Latino Initiative celebrates El Día de los Reyes at UVU

Performers Maggaly Ortizgris de Allan and Luis Arellano perform wearing costumes custom to Jalisco, Mexico, the Land of Mariachi.

The international, non-profit dance group Viva El Folklore performed at UVU to celebrate Día de los Reyes Jan. 13. With the women dressed in beautiful, colorful gowns and the men in handsome, mariachi themed outfits wearing black felt sombreros, one felt as if the culture of Mexico came alive through the music and dancing that was displayed on stage.

Día de los Reyes — also known as Epiphany in other Christian countries such as the US and England — is commonly celebrated Jan. 6 and is a celebration held in honor of the Three Wise Men who brought gifts to the baby Jesus.

Following their two-hour performance of traditional Latin dances largely from Mexico, the audience erupted into screams, shouts and applause. The performers ranged from toddlers to college students and beyond.

Leslie de Avila, a UVU sophomore and graphic design major, was one of the performers in the group and she discussed some of the imagery behind the beautiful gowns the women were wearing.

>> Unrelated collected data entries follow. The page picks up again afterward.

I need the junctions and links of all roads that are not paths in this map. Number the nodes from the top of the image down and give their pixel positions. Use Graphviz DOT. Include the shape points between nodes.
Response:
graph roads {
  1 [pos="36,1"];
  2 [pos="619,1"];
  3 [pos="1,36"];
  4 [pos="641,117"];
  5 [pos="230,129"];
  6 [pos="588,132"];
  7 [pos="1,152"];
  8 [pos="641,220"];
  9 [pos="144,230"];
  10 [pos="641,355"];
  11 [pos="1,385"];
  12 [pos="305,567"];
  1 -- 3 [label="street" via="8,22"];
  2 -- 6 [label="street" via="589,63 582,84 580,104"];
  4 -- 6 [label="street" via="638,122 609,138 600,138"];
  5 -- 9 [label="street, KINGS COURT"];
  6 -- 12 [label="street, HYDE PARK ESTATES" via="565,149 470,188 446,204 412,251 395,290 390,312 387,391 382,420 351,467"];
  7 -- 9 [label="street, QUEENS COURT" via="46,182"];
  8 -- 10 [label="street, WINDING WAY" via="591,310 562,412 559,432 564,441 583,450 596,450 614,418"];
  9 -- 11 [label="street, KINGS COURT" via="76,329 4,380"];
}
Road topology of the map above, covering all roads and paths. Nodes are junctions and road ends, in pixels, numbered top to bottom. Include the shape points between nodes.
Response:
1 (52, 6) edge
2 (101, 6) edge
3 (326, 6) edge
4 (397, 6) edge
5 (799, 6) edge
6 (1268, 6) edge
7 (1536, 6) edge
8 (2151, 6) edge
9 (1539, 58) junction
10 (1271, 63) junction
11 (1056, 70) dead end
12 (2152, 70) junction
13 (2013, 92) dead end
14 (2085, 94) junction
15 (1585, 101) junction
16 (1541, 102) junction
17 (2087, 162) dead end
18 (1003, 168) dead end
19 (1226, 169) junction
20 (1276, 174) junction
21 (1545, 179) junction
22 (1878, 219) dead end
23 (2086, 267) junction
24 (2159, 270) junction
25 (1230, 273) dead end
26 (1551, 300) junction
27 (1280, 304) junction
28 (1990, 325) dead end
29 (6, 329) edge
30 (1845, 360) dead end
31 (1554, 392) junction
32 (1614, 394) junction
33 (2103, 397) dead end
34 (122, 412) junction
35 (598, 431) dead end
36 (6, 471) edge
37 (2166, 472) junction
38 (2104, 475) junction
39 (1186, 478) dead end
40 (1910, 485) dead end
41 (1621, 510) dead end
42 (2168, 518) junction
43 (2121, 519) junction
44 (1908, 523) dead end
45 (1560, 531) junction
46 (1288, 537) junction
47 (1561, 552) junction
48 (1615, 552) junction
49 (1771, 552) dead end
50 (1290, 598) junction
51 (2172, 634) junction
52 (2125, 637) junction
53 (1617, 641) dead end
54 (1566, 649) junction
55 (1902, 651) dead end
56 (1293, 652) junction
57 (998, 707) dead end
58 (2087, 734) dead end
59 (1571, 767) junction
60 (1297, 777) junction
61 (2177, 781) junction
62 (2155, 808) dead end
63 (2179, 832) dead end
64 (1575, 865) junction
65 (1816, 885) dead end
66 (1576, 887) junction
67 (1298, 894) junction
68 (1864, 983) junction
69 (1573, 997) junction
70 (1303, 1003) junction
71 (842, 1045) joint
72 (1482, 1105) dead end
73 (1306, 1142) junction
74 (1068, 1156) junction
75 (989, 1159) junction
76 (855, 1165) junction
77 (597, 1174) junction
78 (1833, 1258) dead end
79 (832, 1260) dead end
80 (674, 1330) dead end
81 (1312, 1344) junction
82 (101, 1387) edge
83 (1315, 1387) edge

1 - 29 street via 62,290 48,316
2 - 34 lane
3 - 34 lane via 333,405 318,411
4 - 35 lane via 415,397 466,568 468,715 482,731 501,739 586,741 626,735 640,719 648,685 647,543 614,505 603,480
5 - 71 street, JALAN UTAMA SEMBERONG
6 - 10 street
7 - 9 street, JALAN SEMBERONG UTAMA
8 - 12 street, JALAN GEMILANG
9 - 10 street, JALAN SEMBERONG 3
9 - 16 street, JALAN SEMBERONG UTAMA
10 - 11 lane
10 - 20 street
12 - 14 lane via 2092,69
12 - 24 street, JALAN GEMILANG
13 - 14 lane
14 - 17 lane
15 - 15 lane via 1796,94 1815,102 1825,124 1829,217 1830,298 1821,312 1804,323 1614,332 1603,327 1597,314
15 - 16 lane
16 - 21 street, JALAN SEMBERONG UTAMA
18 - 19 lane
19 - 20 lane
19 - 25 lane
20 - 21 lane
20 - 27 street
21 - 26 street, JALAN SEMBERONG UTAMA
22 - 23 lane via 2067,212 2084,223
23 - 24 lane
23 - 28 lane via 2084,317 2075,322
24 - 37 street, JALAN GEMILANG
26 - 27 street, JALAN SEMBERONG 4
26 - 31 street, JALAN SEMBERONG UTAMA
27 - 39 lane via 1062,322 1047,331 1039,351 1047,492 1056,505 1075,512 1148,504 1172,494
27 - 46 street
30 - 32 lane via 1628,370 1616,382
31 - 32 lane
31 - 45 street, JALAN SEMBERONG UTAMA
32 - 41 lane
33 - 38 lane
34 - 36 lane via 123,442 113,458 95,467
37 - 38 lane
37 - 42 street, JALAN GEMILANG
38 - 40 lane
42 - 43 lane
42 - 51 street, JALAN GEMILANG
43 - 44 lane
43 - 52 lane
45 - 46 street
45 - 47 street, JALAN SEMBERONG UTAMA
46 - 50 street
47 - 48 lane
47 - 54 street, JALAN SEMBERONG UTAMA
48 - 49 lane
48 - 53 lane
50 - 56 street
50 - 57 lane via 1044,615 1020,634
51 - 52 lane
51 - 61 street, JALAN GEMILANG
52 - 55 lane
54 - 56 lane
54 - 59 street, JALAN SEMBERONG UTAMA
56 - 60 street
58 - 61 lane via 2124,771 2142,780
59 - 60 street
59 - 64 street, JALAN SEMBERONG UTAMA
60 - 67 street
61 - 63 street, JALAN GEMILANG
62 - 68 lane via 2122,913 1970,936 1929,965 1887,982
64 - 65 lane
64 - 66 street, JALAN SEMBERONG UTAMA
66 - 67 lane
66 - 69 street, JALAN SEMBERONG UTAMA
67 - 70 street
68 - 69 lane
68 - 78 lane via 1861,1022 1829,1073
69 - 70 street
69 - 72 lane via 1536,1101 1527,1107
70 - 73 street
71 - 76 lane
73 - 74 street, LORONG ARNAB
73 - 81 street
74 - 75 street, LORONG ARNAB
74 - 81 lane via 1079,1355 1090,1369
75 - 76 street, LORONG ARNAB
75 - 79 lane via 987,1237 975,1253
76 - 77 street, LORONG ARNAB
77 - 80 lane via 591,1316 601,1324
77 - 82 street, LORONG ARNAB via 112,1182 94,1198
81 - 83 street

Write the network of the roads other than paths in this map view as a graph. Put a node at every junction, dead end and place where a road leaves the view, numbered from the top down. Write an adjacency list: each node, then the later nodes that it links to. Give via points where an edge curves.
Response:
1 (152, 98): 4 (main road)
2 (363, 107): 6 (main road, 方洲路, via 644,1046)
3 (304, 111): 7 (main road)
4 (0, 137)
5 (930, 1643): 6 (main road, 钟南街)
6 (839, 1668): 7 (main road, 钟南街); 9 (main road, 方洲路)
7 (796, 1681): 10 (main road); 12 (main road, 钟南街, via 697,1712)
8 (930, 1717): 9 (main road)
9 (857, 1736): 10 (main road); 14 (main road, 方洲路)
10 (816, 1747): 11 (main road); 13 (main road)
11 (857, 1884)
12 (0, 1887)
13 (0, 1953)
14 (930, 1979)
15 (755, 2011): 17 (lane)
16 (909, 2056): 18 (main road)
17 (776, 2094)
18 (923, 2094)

“[Mine] is red, but then it has all the different ribbons. It is a representation of a piñata, so we are dressed exactly like a piñata and that is why it is so colorful,” Avila said.

Luis Arellano, a senior high school student who plans to attend UVU, expressed how some of the dances he performed in, specifically a more traditional form of mariachi dance from the area of Jalisco, Mexico, was very difficult for him to learn.

“It is hard. It is really difficult. It is a lot of footwork and exercise, and staying in rhythm is the hardest part,” he said.

Despite the difficulties involved in learning the dances, Arellano said he intends to continue dancing with the group for a long time.

Director and creator of the group, Raquel Acosta, discussed the history of the group and how it came to be.

“I’m a professional dancer, and in August of 2005, the Consul of Mexico in Salt Lake City [asked] me to form a dancing group of teenagers to perform at a celebration for Mexico’s Independence Day,” Acosta said “I said yes, and the people loved it, and I haven’t stopped. That was 13 years ago.”

The group has since known a lot of success and has had the opportunity to perform in Disneyland and Walt Disney World multiple times and are expected to perform in South Africa in December.